Elsa Segura, one of the suspects found guilty in the kidnapping and murder of real estate agent Monique Baugh, was sentenced to life in prison Tuesday morning. Segura, 29, was sentenced to life in prison without possibility of release for her role in the murder, which involved making phone calls to set up the kidnapping. The law says she is just as culpable for those actions.

In September, Segura was found guilty by a jury of aiding and abetting attempted premeditated first-degree murder, aiding and abetting kidnapping, and aiding and abetting first-degree murder while committing kidnapping.

Prosecutors said Segura lured Monique Baugh to a phony home showing in Maple Grove on New Year’s Eve 2019. There, the realtor was kidnapped, tortured and eventually murdered.

According to prosecutors, Segura was helping her boyfriend, Lyndon Wiggins, who was in a dispute with Baugh's boyfriend over a record label contract.

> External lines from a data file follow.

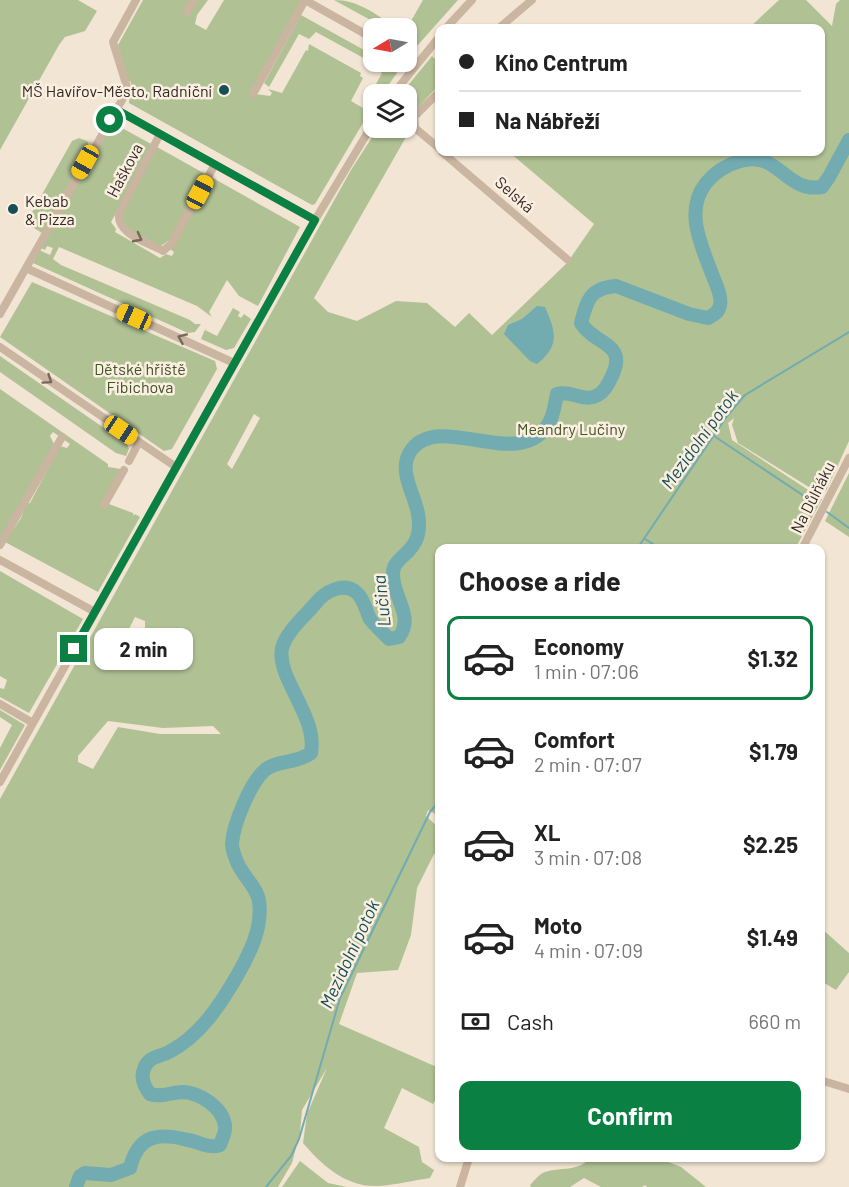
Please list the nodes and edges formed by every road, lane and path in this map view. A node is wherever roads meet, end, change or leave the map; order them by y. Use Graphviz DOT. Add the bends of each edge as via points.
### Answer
graph roads {
  1 [pos="136,0"];
  2 [pos="194,0"];
  3 [pos="305,0"];
  4 [pos="472,0"];
  5 [pos="532,0"];
  6 [pos="187,12"];
  7 [pos="450,24"];
  8 [pos="504,24"];
  9 [pos="363,33"];
  10 [pos="435,42"];
  11 [pos="417,62"];
  12 [pos="253,94"];
  13 [pos="435,96"];
  14 [pos="117,110"];
  15 [pos="160,135"];
  16 [pos="364,138"];
  17 [pos="435,145"];
  18 [pos="448,156"];
  19 [pos="213,166"];
  20 [pos="315,220"];
  21 [pos="568,260"];
  22 [pos="26,268"];
  23 [pos="0,314"];
  24 [pos="0,347"];
  25 [pos="234,363"];
  26 [pos="62,437"];
  27 [pos="139,442"];
  28 [pos="849,458"];
  29 [pos="129,461"];
  30 [pos="176,467"];
  31 [pos="124,470"];
  32 [pos="104,505"];
  33 [pos="805,544"];
  34 [pos="0,545"];
  35 [pos="0,560"];
  36 [pos="95,612"];
  37 [pos="0,704"];
  38 [pos="33,723"];
  39 [pos="0,782"];
  40 [pos="825,1082"];
  41 [pos="849,1089"];
  42 [pos="468,1162"];
  43 [pos="459,1187"];
  1 -- 14 [label="street" via="113,42 127,87"];
  2 -- 6 [label="street"];
  3 -- 9 [label="street"];
  3 -- 12 [label="street"];
  4 -- 7 [label="street"];
  5 -- 8 [label="street"];
  10 -- 11 [label="street"];
  13 -- 17 [label="street, Selská" via="414,117 415,128"];
  14 -- 15 [label="street"];
  14 -- 22 [label="street"];
  15 -- 19 [label="street"];
  15 -- 19 [label="street, Haškova, one-way" via="119,213 122,229 163,251 171,244"];
  16 -- 20 [label="street"];
  18 -- 21 [label="street, Selská"];
  19 -- 20 [label="street"];
  20 -- 25 [label="street"];
  22 -- 23 [label="street"];
  25 -- 22 [label="street, one-way"];
  24 -- 27 [label="street, one-way"];
  25 -- 30 [label="street"];
  26 -- 34 [label="street"];
  27 -- 29 [label="street"];
  27 -- 30 [label="street"];
  28 -- 33 [label="street, Na Důlňáku"];
  30 -- 36 [label="street"];
  31 -- 32 [label="street"];
  35 -- 36 [label="street"];
  36 -- 38 [label="street"];
  37 -- 38 [label="street"];
  38 -- 39 [label="street"];
  40 -- 41 [label="street"];
  42 -- 43 [label="street"];
}
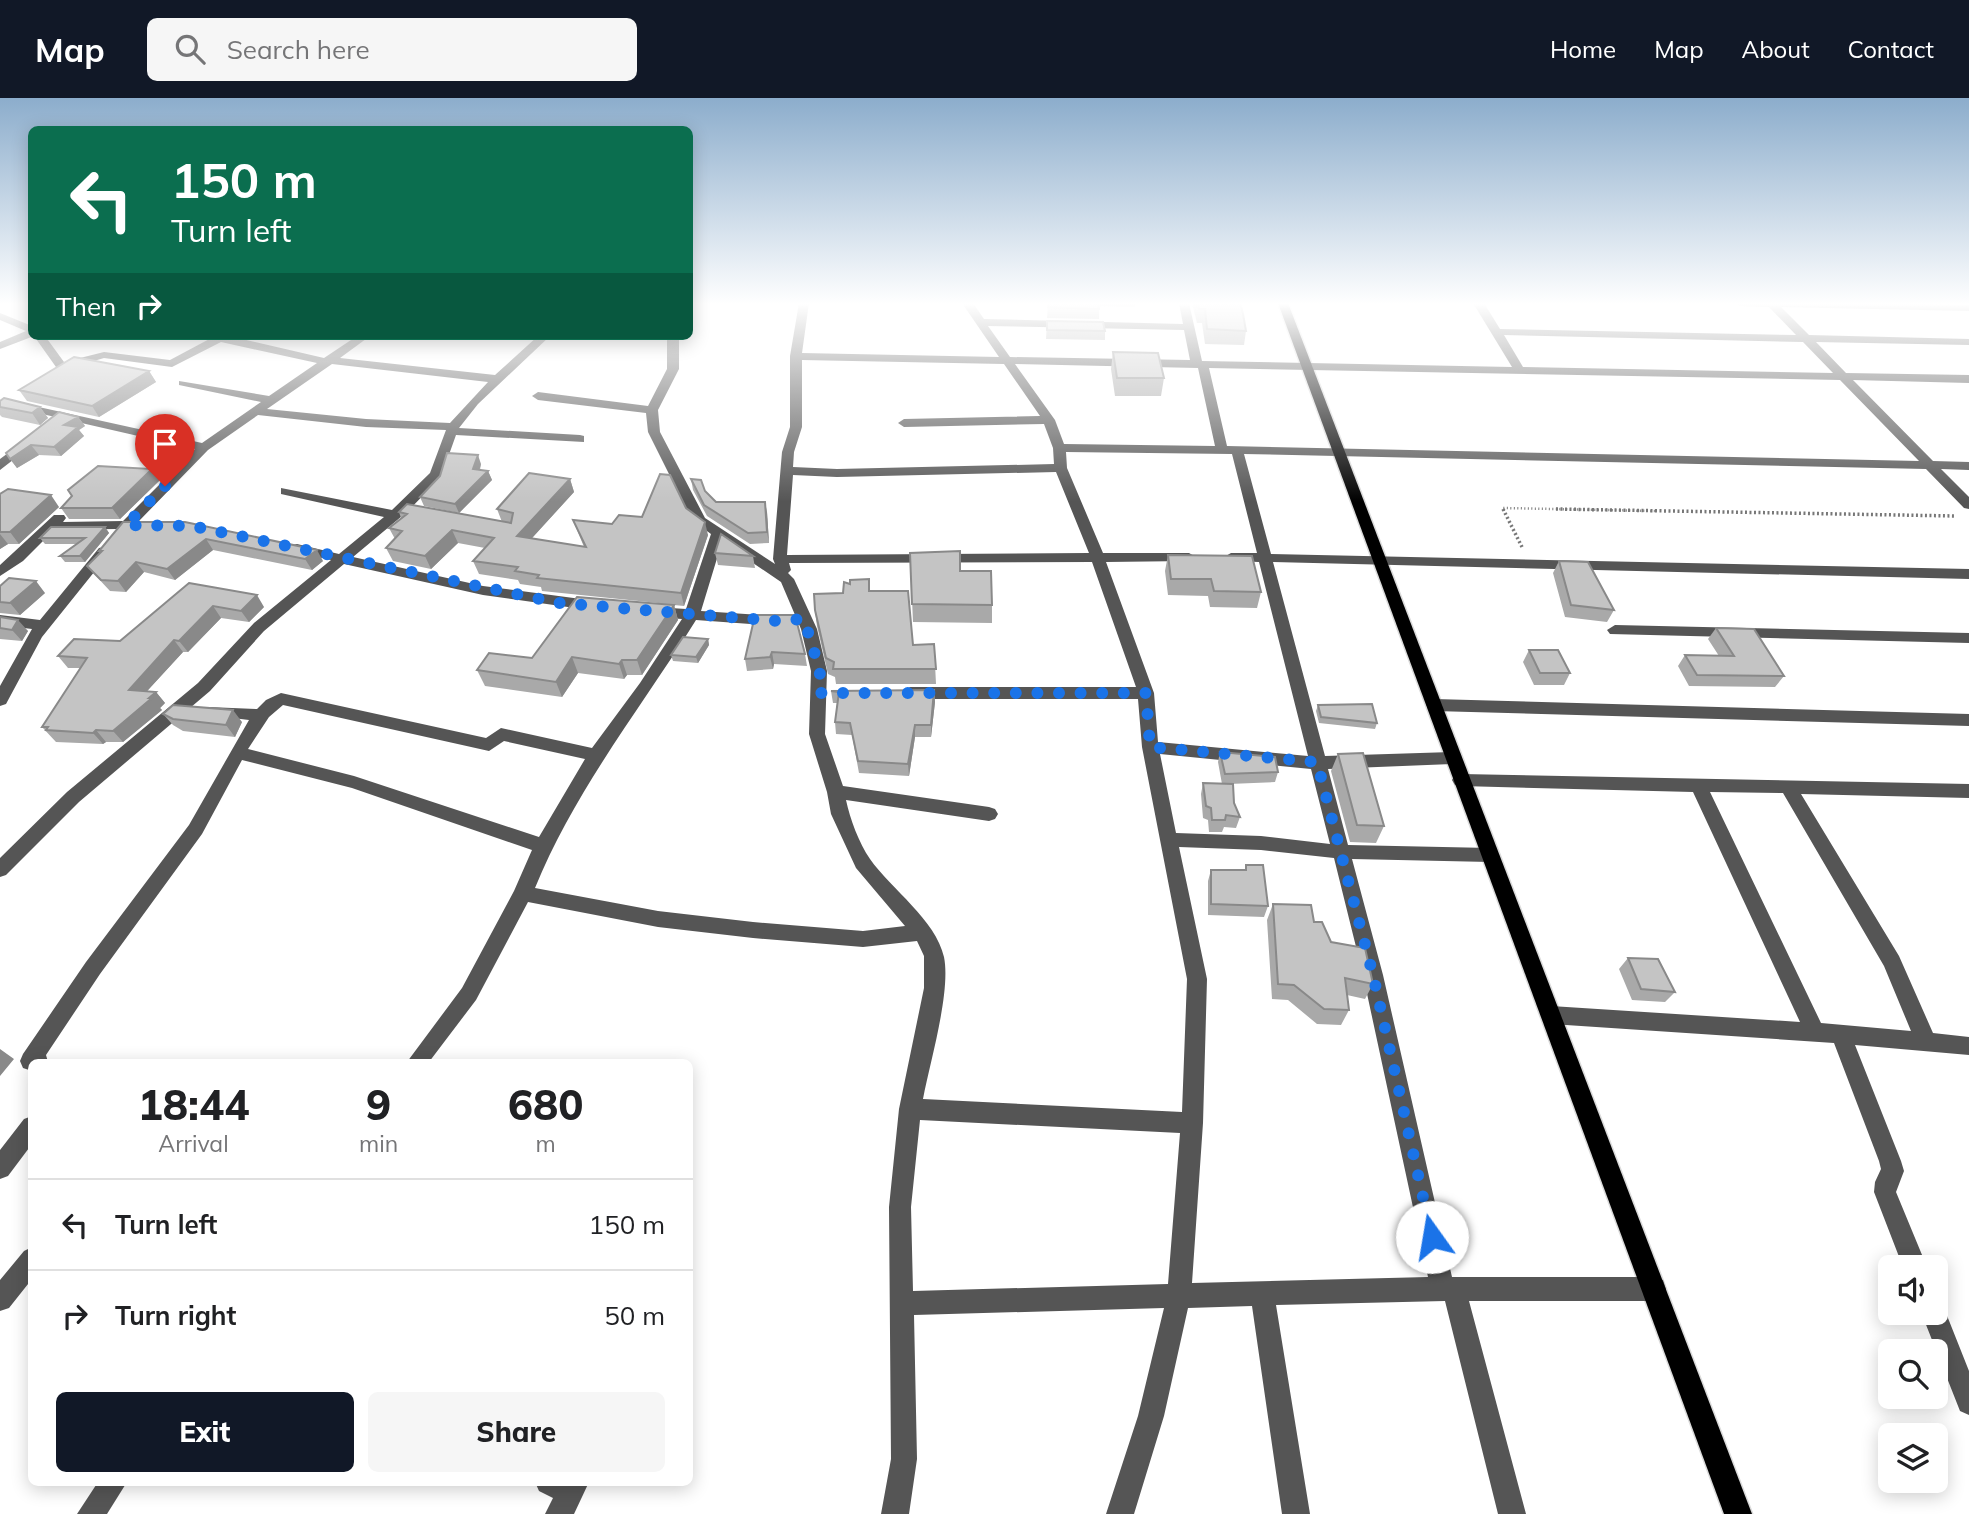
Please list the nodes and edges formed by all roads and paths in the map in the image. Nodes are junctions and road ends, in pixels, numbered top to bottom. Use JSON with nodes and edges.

It’s also believed he wanted to get even, as he believed the boyfriend snitched on him for dealing drugs.

Baugh’s boyfriend was also shot, but he survived.

Segura's defense team tried to argue that she didn't know Wiggins intended on killing Baugh, but prosecutors said her use of an alias and burner phone was evidence of her willing participation.

Meanwhile, Wanda Williams-Baugh, Monique’s mother, said her pain has intensified as time goes by.

"There hasn’t been a day where I haven’t thought about Monique’s murder, about how cruelly she was treated and how terrified she must have been."

Her mother went on to say that Segura’s phone call played a significant role.

"It was a huge role, and it worked. Those phone calls put my daughter right where Cedric Berry and Berry Davis wanted her…they got her and they tortured her and they killed her. And they left her babies without their mother."